Assignment:
In the material below, find all lines with the string "Gonçalves" and copy them.

Segment Start: Exercise data

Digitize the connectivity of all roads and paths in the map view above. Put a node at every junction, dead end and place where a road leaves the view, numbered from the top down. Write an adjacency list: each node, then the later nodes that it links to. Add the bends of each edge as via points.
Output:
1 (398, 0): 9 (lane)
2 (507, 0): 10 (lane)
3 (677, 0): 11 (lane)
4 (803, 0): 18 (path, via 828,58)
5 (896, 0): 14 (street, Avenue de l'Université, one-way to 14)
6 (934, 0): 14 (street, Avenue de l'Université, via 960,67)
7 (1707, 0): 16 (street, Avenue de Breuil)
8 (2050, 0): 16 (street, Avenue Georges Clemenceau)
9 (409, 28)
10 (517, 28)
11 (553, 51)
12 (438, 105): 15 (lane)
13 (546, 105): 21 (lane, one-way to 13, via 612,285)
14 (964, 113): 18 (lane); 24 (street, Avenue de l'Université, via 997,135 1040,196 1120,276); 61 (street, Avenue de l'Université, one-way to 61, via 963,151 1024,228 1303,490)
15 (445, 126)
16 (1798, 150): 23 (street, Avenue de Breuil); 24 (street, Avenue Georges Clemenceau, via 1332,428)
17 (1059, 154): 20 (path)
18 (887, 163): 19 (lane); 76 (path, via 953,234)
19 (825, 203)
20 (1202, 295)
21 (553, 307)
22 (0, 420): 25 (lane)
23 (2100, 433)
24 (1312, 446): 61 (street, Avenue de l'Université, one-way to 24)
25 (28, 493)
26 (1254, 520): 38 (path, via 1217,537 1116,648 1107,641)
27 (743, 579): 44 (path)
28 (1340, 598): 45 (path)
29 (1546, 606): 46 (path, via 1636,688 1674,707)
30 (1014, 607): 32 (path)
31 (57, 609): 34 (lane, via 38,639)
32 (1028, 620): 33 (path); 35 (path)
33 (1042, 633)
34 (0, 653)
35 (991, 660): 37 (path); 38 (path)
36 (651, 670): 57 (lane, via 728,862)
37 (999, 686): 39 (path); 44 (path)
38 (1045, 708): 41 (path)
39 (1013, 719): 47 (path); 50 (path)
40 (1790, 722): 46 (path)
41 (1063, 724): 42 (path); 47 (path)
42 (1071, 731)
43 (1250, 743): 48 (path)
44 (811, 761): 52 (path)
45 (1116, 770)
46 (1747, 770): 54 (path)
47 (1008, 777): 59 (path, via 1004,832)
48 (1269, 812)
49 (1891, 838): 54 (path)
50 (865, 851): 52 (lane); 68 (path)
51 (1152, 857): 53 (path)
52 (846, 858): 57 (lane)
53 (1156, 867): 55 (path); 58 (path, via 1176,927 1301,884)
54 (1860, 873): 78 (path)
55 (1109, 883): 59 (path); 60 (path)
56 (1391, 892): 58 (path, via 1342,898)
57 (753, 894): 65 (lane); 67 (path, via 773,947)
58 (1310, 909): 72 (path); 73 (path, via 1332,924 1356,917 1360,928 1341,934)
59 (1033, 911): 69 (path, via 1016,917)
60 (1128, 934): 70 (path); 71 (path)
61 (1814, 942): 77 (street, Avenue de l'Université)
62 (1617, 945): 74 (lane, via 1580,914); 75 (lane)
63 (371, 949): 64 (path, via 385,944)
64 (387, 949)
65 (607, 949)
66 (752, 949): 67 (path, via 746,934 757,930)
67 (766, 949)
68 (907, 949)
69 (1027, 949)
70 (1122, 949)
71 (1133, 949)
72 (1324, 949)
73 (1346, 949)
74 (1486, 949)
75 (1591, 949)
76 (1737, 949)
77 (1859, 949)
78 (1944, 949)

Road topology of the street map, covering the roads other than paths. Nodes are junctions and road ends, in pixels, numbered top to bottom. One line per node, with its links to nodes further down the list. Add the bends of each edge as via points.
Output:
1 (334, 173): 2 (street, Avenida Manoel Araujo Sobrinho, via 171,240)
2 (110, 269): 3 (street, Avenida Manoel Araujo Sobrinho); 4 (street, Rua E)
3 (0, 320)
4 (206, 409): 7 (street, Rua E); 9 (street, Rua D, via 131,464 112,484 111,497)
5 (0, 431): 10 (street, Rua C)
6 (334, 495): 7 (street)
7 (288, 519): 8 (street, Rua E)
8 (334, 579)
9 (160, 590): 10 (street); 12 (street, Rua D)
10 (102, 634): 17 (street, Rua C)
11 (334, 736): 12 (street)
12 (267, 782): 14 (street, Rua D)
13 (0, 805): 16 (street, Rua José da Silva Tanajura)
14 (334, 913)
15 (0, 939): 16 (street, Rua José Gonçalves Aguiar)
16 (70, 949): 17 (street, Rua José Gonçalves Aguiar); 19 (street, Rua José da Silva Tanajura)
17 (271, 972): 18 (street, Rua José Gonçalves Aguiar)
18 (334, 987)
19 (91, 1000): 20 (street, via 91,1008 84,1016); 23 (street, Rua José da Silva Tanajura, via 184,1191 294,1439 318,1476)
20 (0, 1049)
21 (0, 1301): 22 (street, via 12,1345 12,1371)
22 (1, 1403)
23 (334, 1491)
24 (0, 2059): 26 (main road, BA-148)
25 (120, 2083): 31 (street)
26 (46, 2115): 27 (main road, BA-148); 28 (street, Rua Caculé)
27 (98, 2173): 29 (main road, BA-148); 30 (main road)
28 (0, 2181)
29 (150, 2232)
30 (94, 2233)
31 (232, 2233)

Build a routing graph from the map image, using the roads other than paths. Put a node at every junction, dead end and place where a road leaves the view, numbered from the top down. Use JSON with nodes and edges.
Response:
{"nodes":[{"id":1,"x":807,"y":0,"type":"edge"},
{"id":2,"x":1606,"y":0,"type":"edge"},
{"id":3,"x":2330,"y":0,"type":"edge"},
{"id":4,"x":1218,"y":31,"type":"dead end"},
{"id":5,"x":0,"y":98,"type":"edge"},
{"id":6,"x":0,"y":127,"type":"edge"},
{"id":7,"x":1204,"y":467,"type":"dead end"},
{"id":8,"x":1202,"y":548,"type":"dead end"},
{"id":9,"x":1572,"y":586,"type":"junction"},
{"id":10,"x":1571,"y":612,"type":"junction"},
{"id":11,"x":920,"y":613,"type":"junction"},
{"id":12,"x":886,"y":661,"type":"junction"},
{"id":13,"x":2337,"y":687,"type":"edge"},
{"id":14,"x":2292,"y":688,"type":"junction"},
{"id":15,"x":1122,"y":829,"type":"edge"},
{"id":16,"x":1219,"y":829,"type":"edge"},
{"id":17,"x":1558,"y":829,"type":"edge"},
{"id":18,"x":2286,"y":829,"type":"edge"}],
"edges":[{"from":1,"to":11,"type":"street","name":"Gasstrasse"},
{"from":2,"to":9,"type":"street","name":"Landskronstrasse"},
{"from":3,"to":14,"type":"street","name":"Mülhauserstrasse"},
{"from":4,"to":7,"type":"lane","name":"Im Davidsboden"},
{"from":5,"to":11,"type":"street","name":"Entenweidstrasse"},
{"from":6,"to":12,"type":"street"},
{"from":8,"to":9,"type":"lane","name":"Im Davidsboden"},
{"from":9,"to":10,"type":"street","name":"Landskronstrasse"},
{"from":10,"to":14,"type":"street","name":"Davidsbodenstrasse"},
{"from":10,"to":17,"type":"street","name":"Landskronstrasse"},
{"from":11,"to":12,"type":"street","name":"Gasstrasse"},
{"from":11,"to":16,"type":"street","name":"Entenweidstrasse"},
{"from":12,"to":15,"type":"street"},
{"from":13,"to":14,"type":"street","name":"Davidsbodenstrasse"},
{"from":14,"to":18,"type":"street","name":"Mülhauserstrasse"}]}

Segment End: Exercise data

Answer to this task:
15 (0, 939): 16 (street, Rua José Gonçalves Aguiar)
16 (70, 949): 17 (street, Rua José Gonçalves Aguiar); 19 (street, Rua José da Silva Tanajura)
17 (271, 972): 18 (street, Rua José Gonçalves Aguiar)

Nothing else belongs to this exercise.